- **WHAT THE EXERCISE ASKS**:
Search the entries for the word "main". Copy every line that holds it.

- **Collected data entries**:
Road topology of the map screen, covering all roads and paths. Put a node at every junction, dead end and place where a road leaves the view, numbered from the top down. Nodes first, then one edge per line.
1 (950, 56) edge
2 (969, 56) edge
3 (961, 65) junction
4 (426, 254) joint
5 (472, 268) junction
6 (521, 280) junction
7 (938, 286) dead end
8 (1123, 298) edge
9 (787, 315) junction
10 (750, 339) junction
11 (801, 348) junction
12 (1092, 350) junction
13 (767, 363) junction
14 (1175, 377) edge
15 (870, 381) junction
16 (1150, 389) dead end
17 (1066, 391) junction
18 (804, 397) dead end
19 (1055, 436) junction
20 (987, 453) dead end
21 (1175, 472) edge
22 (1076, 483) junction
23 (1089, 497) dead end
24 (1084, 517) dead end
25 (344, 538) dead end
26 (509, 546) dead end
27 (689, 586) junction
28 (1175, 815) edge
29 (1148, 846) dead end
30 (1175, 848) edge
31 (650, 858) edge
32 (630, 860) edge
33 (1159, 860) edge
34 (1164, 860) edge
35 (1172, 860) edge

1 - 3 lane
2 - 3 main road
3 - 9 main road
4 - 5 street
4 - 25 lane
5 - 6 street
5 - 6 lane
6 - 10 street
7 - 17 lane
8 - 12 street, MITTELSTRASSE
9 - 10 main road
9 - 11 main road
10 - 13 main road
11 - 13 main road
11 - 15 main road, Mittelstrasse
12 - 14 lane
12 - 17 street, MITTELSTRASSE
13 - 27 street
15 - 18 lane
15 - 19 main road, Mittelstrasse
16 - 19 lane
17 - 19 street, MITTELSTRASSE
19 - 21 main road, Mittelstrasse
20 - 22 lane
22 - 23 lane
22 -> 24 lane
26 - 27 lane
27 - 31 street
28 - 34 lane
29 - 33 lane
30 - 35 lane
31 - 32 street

- **YOUR SOLUTION**:
2 - 3 main road
3 - 9 main road
9 - 10 main road
9 - 11 main road
10 - 13 main road
11 - 13 main road
11 - 15 main road, Mittelstrasse
15 - 19 main road, Mittelstrasse
19 - 21 main road, Mittelstrasse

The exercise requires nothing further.